» ACTIVITY
Please go through the records below and return every line holding the word "Ribère".

(Stored dataset items)
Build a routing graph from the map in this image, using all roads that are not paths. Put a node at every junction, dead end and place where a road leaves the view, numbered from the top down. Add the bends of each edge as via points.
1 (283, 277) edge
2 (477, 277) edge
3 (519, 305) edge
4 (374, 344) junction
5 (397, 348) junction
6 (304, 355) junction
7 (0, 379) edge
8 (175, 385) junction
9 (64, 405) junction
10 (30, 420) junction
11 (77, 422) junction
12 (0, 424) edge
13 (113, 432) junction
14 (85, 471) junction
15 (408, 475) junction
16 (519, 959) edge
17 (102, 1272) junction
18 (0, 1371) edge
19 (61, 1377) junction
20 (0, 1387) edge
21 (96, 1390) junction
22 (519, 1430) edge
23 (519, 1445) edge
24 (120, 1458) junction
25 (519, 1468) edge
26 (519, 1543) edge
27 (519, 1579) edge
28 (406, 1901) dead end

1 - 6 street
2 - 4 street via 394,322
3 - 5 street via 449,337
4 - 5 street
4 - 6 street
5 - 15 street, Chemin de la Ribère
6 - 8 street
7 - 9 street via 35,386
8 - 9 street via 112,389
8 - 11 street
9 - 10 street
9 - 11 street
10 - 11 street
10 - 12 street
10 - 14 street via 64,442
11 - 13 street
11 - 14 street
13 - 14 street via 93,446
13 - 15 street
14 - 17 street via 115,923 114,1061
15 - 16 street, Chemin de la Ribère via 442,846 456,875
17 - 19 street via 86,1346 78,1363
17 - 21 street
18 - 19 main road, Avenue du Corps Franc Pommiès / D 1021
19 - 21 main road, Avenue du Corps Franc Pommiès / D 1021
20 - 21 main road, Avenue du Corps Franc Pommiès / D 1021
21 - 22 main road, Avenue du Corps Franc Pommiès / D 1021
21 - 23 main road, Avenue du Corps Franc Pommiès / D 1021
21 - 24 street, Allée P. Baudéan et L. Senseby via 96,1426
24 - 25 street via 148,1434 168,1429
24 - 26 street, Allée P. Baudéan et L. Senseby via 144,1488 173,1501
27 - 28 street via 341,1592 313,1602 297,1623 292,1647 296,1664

» WRITTEN ANSWER
5 - 15 street, Chemin de la Ribère
15 - 16 street, Chemin de la Ribère via 442,846 456,875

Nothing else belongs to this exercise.